Reader-Submitted Coupon-Organization Tips
- I quit clipping and saving those coupons out of the Sunday supplements. I found I was spending two hours clipping and sorting to save about $10 per week, which meant my time was worth only $5 an hour. And that didn’t even factor in the $1.50 for the Sunday paper!
But back when I did save them, I had something of a system. I clipped out only the coupons I knew I might use, and I put them in recycled envelopes that my junk mail came in. I labeled each envelope with the month in which the coupon expired. That meant I didn’t miss many “bargains” by overlooking coupons that were expiring. But it meant that every time I needed something from the store, I had to go through all the envelopes to find the right coupon. This cut my hourly worth even further, and usually I would get to the store and find a similar product on sale that was cheaper! Forget about coupons!
- My mom really gets into this coupon thing. So much that she bought this binder from a place called “Mrs. A’s.” It has pages with pockets where you can put your coupons, and it’s color coded to organize them by category. She likes it because she can take the binder with her and prop it in the baby seat in the shopping cart.

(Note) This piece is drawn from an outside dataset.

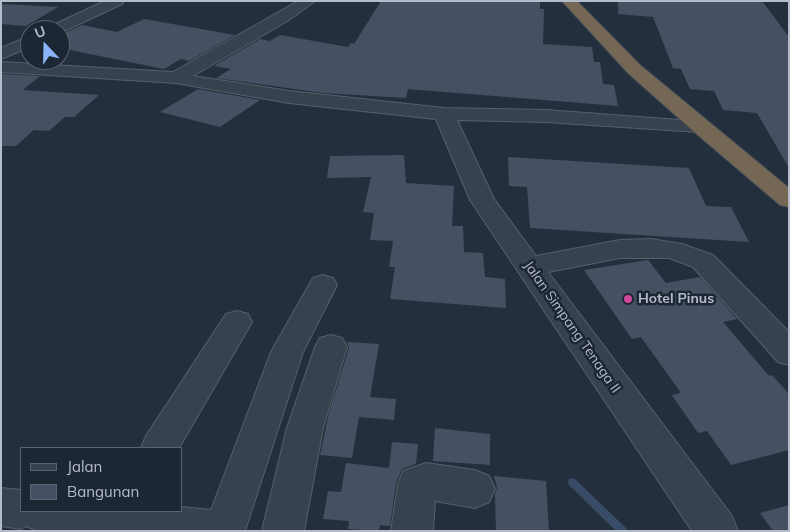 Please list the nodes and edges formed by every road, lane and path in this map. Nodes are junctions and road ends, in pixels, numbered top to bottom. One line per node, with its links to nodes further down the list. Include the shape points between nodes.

- Get one of those check organizers for keeping cancelled checks. They have about 13 dividers, and you can organize your coupons in whatever way you want. The organizers are small enough to fit in your purse. Day Timer used to have a really fancy organizer, but I don’t think they sell it anymore. Maybe you can find one at a thrift shop.
- I’ve found the best way to organize coupons is to use one of those organizer books. I think Amazon sells them, but then, so do a lot of other places. I have my book organized so that each pocket matches the departments of the grocery store where I shop. That way, I know just where to find the right coupons without having to flip through all the pages and dig through all the pockets.
One big problem I had with coupons before I solved it was going through all the coupons on a regular basis to get rid of the ones that had expired. What I did to make short work of that process was to get a set of markers with at least 12 different colors. Each color represents a different month, and I mark the coupons with the color corresponding to the month they expire. Pretty neat, huh! I even made a connection between the color and the month to make them easy to remember – like green for March and St. Patrick’s Day.
- I heard somewhere that military commissaries overseas accept manufacturer’s cents-off coupons for up to six months past their printed expiration dates. Does anyone know whether this is true of not? If it is, getting expired coupons you haven’t used to military families overseas would be a great way to help them cut their food bills. If this is true, I wonder how I could send them these coupons?